**PROBLEM STATEMENT:** Retyping the entire listing exactly is the task.

**EXERCISE MATERIAL:**
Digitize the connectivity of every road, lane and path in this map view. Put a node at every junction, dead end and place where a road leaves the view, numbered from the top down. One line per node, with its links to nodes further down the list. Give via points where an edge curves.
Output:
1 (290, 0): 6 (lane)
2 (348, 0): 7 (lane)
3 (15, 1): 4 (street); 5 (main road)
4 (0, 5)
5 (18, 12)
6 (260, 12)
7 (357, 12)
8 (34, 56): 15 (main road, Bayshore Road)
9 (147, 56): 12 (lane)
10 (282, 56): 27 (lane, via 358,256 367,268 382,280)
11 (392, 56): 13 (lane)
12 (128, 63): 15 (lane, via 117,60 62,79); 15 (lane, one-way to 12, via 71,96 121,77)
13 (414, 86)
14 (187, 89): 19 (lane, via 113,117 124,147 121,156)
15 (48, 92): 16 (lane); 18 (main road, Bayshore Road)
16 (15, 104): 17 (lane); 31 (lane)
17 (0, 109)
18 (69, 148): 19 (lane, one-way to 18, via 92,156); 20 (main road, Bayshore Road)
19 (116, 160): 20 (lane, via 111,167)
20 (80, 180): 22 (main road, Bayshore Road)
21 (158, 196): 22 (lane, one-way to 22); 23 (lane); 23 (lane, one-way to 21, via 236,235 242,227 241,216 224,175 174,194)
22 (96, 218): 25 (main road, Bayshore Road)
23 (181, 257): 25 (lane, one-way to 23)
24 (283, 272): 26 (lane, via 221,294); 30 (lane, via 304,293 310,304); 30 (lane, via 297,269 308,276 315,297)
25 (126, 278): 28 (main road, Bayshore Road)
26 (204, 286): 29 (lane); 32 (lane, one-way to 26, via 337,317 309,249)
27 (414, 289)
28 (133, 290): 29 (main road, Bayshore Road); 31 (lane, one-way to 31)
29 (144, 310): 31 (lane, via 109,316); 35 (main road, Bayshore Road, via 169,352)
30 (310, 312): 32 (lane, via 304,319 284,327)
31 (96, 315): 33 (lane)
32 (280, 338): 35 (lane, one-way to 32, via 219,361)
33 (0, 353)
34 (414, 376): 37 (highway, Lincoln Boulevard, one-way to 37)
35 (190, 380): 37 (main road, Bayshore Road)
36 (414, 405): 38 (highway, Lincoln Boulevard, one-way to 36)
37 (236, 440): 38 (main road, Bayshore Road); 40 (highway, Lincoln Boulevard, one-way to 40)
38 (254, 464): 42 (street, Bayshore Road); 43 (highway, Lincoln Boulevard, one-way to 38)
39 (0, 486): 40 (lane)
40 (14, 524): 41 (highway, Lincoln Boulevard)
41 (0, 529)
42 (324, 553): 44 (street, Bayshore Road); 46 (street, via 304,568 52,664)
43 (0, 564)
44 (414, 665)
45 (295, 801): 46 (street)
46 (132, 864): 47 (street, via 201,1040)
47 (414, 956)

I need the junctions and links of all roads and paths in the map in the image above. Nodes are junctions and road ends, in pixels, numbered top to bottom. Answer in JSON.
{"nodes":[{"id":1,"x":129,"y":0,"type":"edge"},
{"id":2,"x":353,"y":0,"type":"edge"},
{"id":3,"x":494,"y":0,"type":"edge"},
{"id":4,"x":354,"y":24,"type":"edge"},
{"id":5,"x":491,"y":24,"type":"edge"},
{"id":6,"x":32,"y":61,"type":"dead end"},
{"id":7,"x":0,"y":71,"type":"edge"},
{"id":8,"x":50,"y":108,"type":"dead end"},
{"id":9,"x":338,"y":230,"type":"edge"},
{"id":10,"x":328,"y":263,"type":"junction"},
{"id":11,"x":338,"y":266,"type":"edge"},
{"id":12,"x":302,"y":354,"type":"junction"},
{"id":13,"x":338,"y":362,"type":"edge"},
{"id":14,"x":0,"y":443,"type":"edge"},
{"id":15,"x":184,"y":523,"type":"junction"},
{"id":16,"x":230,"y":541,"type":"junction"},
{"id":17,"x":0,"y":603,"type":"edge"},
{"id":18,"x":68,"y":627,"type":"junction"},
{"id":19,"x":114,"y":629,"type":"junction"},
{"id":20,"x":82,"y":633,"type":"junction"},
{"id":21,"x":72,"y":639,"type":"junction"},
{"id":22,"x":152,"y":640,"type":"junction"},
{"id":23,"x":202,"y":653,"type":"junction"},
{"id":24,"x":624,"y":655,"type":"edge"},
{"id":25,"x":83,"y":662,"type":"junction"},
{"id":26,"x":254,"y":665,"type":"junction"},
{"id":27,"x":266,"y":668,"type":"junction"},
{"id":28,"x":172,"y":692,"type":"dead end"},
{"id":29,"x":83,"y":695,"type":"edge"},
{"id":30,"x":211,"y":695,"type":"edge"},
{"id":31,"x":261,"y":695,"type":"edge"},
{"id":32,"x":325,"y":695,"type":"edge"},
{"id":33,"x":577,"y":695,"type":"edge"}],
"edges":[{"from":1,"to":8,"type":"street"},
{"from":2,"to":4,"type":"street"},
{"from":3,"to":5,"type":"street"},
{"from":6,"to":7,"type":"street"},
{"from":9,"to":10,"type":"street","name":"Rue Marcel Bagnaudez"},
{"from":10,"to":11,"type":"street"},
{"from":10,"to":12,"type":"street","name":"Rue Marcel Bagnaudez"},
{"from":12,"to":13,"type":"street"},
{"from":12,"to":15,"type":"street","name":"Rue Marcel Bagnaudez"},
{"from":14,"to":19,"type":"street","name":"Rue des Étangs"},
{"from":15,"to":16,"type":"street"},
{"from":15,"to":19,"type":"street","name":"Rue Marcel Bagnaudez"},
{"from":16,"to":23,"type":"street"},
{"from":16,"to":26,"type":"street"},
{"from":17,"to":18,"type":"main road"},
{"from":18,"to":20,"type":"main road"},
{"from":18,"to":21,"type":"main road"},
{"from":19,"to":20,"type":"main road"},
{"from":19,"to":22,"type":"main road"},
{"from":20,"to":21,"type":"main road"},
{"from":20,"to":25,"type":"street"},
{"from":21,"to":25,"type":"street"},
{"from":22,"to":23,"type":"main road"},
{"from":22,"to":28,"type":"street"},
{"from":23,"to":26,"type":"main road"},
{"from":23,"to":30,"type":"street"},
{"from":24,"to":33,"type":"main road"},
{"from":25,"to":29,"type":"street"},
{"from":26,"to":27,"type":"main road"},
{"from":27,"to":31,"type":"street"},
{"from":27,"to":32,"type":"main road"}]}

**PROBLEM SOLUTION:**
Digitize the connectivity of every road, lane and path in this map view. Put a node at every junction, dead end and place where a road leaves the view, numbered from the top down. One line per node, with its links to nodes further down the list. Give via points where an edge curves.
Output:
1 (290, 0): 6 (lane)
2 (348, 0): 7 (lane)
3 (15, 1): 4 (street); 5 (main road)
4 (0, 5)
5 (18, 12)
6 (260, 12)
7 (357, 12)
8 (34, 56): 15 (main road, Bayshore Road)
9 (147, 56): 12 (lane)
10 (282, 56): 27 (lane, via 358,256 367,268 382,280)
11 (392, 56): 13 (lane)
12 (128, 63): 15 (lane, via 117,60 62,79); 15 (lane, one-way to 12, via 71,96 121,77)
13 (414, 86)
14 (187, 89): 19 (lane, via 113,117 124,147 121,156)
15 (48, 92): 16 (lane); 18 (main road, Bayshore Road)
16 (15, 104): 17 (lane); 31 (lane)
17 (0, 109)
18 (69, 148): 19 (lane, one-way to 18, via 92,156); 20 (main road, Bayshore Road)
19 (116, 160): 20 (lane, via 111,167)
20 (80, 180): 22 (main road, Bayshore Road)
21 (158, 196): 22 (lane, one-way to 22); 23 (lane); 23 (lane, one-way to 21, via 236,235 242,227 241,216 224,175 174,194)
22 (96, 218): 25 (main road, Bayshore Road)
23 (181, 257): 25 (lane, one-way to 23)
24 (283, 272): 26 (lane, via 221,294); 30 (lane, via 304,293 310,304); 30 (lane, via 297,269 308,276 315,297)
25 (126, 278): 28 (main road, Bayshore Road)
26 (204, 286): 29 (lane); 32 (lane, one-way to 26, via 337,317 309,249)
27 (414, 289)
28 (133, 290): 29 (main road, Bayshore Road); 31 (lane, one-way to 31)
29 (144, 310): 31 (lane, via 109,316); 35 (main road, Bayshore Road, via 169,352)
30 (310, 312): 32 (lane, via 304,319 284,327)
31 (96, 315): 33 (lane)
32 (280, 338): 35 (lane, one-way to 32, via 219,361)
33 (0, 353)
34 (414, 376): 37 (highway, Lincoln Boulevard, one-way to 37)
35 (190, 380): 37 (main road, Bayshore Road)
36 (414, 405): 38 (highway, Lincoln Boulevard, one-way to 36)
37 (236, 440): 38 (main road, Bayshore Road); 40 (highway, Lincoln Boulevard, one-way to 40)
38 (254, 464): 42 (street, Bayshore Road); 43 (highway, Lincoln Boulevard, one-way to 38)
39 (0, 486): 40 (lane)
40 (14, 524): 41 (highway, Lincoln Boulevard)
41 (0, 529)
42 (324, 553): 44 (street, Bayshore Road); 46 (street, via 304,568 52,664)
43 (0, 564)
44 (414, 665)
45 (295, 801): 46 (street)
46 (132, 864): 47 (street, via 201,1040)
47 (414, 956)

I need the junctions and links of all roads and paths in the map in the image above. Nodes are junctions and road ends, in pixels, numbered top to bottom. Answer in JSON.
{"nodes":[{"id":1,"x":129,"y":0,"type":"edge"},
{"id":2,"x":353,"y":0,"type":"edge"},
{"id":3,"x":494,"y":0,"type":"edge"},
{"id":4,"x":354,"y":24,"type":"edge"},
{"id":5,"x":491,"y":24,"type":"edge"},
{"id":6,"x":32,"y":61,"type":"dead end"},
{"id":7,"x":0,"y":71,"type":"edge"},
{"id":8,"x":50,"y":108,"type":"dead end"},
{"id":9,"x":338,"y":230,"type":"edge"},
{"id":10,"x":328,"y":263,"type":"junction"},
{"id":11,"x":338,"y":266,"type":"edge"},
{"id":12,"x":302,"y":354,"type":"junction"},
{"id":13,"x":338,"y":362,"type":"edge"},
{"id":14,"x":0,"y":443,"type":"edge"},
{"id":15,"x":184,"y":523,"type":"junction"},
{"id":16,"x":230,"y":541,"type":"junction"},
{"id":17,"x":0,"y":603,"type":"edge"},
{"id":18,"x":68,"y":627,"type":"junction"},
{"id":19,"x":114,"y":629,"type":"junction"},
{"id":20,"x":82,"y":633,"type":"junction"},
{"id":21,"x":72,"y":639,"type":"junction"},
{"id":22,"x":152,"y":640,"type":"junction"},
{"id":23,"x":202,"y":653,"type":"junction"},
{"id":24,"x":624,"y":655,"type":"edge"},
{"id":25,"x":83,"y":662,"type":"junction"},
{"id":26,"x":254,"y":665,"type":"junction"},
{"id":27,"x":266,"y":668,"type":"junction"},
{"id":28,"x":172,"y":692,"type":"dead end"},
{"id":29,"x":83,"y":695,"type":"edge"},
{"id":30,"x":211,"y":695,"type":"edge"},
{"id":31,"x":261,"y":695,"type":"edge"},
{"id":32,"x":325,"y":695,"type":"edge"},
{"id":33,"x":577,"y":695,"type":"edge"}],
"edges":[{"from":1,"to":8,"type":"street"},
{"from":2,"to":4,"type":"street"},
{"from":3,"to":5,"type":"street"},
{"from":6,"to":7,"type":"street"},
{"from":9,"to":10,"type":"street","name":"Rue Marcel Bagnaudez"},
{"from":10,"to":11,"type":"street"},
{"from":10,"to":12,"type":"street","name":"Rue Marcel Bagnaudez"},
{"from":12,"to":13,"type":"street"},
{"from":12,"to":15,"type":"street","name":"Rue Marcel Bagnaudez"},
{"from":14,"to":19,"type":"street","name":"Rue des Étangs"},
{"from":15,"to":16,"type":"street"},
{"from":15,"to":19,"type":"street","name":"Rue Marcel Bagnaudez"},
{"from":16,"to":23,"type":"street"},
{"from":16,"to":26,"type":"street"},
{"from":17,"to":18,"type":"main road"},
{"from":18,"to":20,"type":"main road"},
{"from":18,"to":21,"type":"main road"},
{"from":19,"to":20,"type":"main road"},
{"from":19,"to":22,"type":"main road"},
{"from":20,"to":21,"type":"main road"},
{"from":20,"to":25,"type":"street"},
{"from":21,"to":25,"type":"street"},
{"from":22,"to":23,"type":"main road"},
{"from":22,"to":28,"type":"street"},
{"from":23,"to":26,"type":"main road"},
{"from":23,"to":30,"type":"street"},
{"from":24,"to":33,"type":"main road"},
{"from":25,"to":29,"type":"street"},
{"from":26,"to":27,"type":"main road"},
{"from":27,"to":31,"type":"street"},
{"from":27,"to":32,"type":"main road"}]}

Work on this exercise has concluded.